(Stored items)
━━━━━━━━━━━━━━━━━━━━━━━━━━━━━━
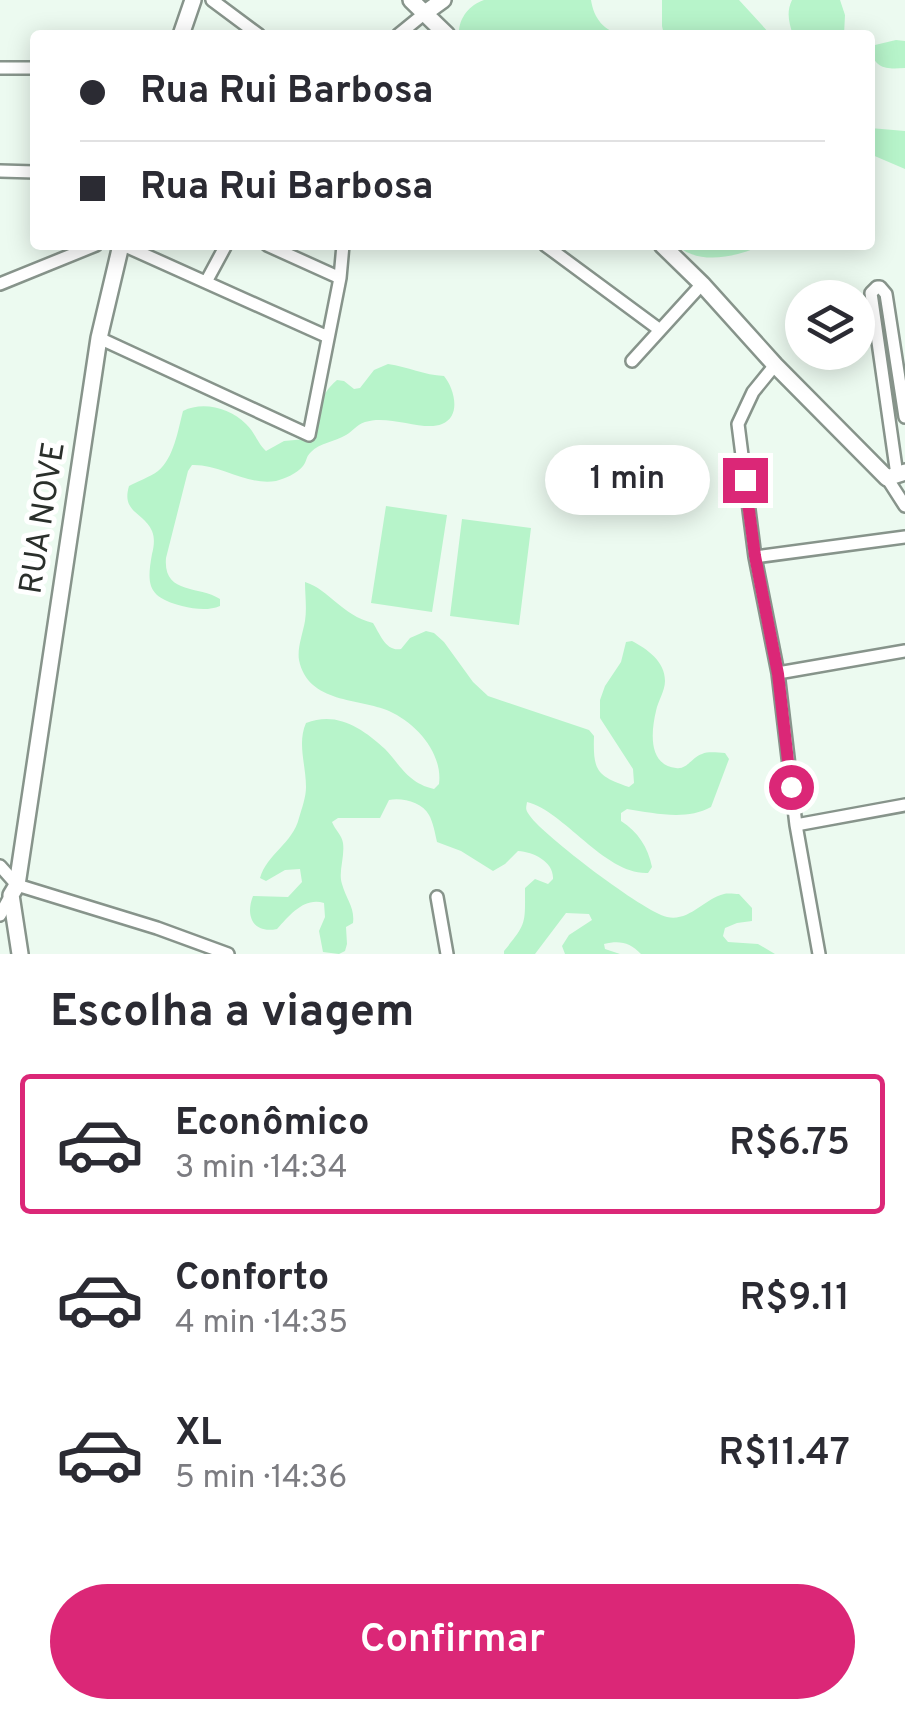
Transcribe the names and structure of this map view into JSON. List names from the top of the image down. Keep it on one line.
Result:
{"streets":{"street":["RUA NOVE"]},"page":{"banner":["Rua Rui Barbosa","Rua Rui Barbosa"],"bubble":"1 min","heading":"Escolha a viagem","list":[{"name":"Econômico","note":"3 min · 14:34","value":"R$6.75"},{"name":"Conforto","note":"4 min · 14:35","value":"R$9.11"},{"name":"XL","note":"5 min · 14:36","value":"R$11.47"}],"buttons":"Confirmar"}}
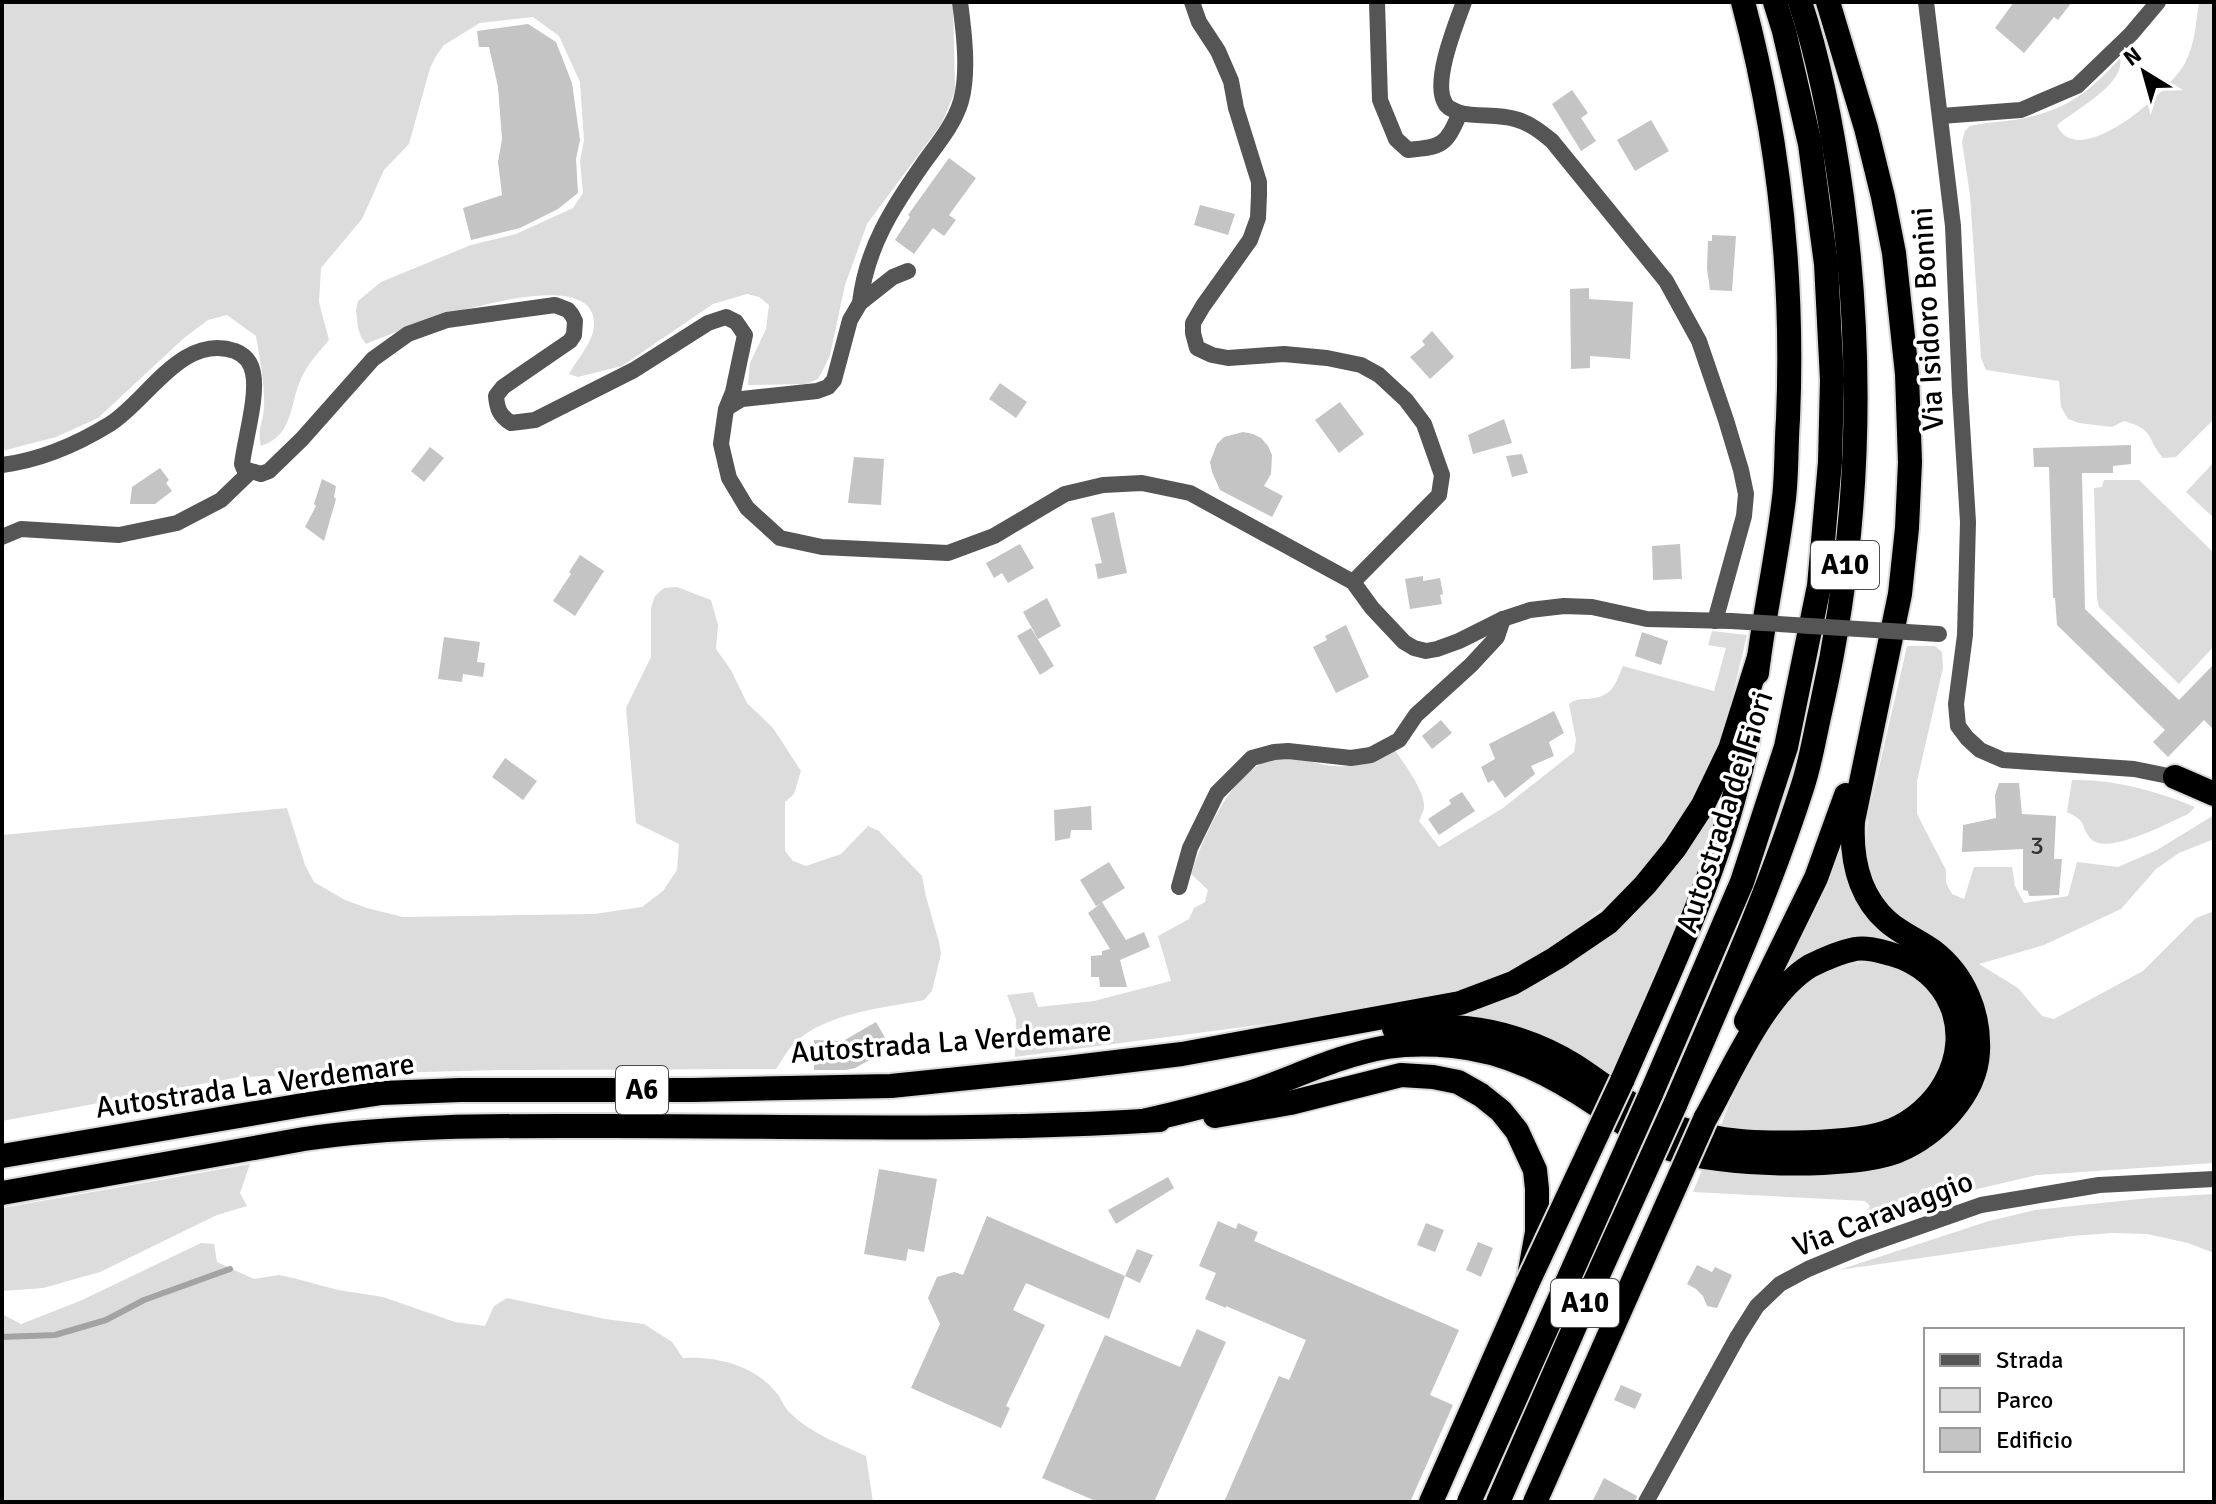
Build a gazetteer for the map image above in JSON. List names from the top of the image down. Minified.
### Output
{"streets":{"highway":["A10","Autostrada dei Fiori","Autostrada La Verdemare","A6"],"street":["Via Isidoro Bonini","Via Caravaggio"]},"house_numbers":["3"],"legend":["Strada","Parco","Edificio"],"north":"top left"}
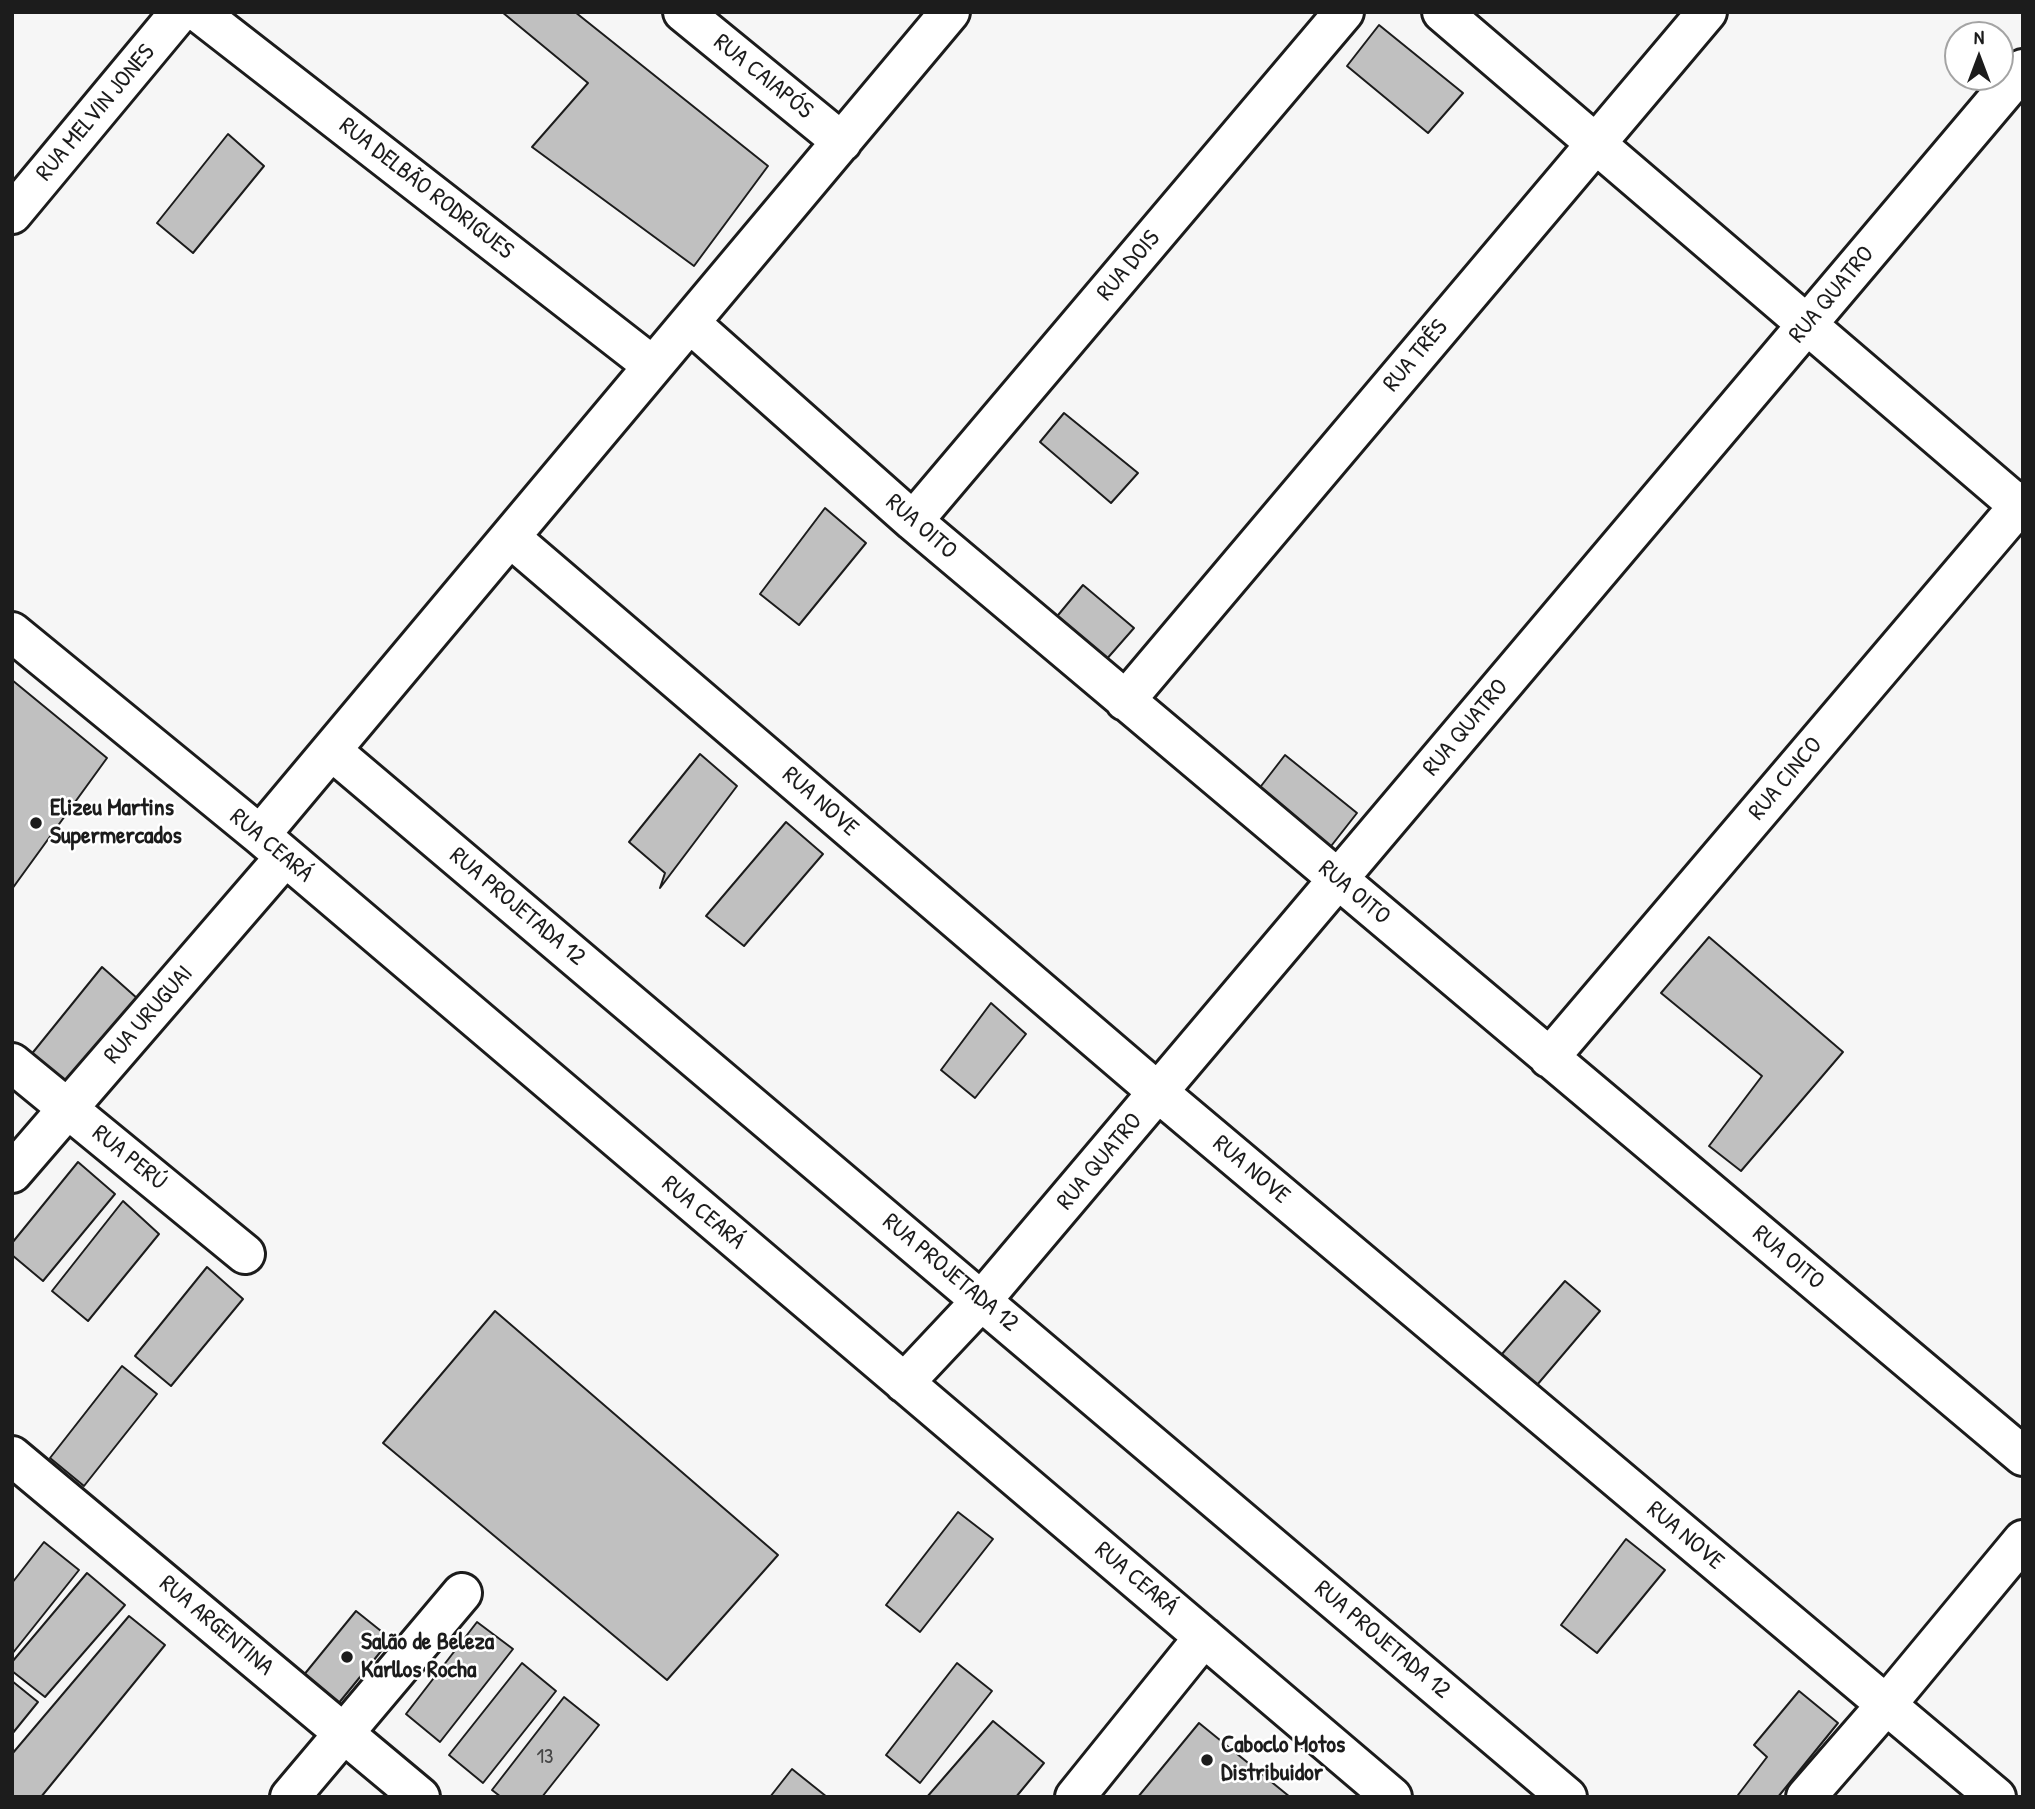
━━━━━━━━━━━━━━━━━━━━━━━━━━━━━━
> [Work instructions]: Please output, exactly and with no pictures, only the lines from the one containing "Build a gazetteer" through the final line of the records above.

> [Response to the task]:
Build a gazetteer for the map image above in JSON. List names from the top of the image down. Minified.
### Output
{"streets":{"highway":["A10","Autostrada dei Fiori","Autostrada La Verdemare","A6"],"street":["Via Isidoro Bonini","Via Caravaggio"]},"house_numbers":["3"],"legend":["Strada","Parco","Edificio"],"north":"top left"}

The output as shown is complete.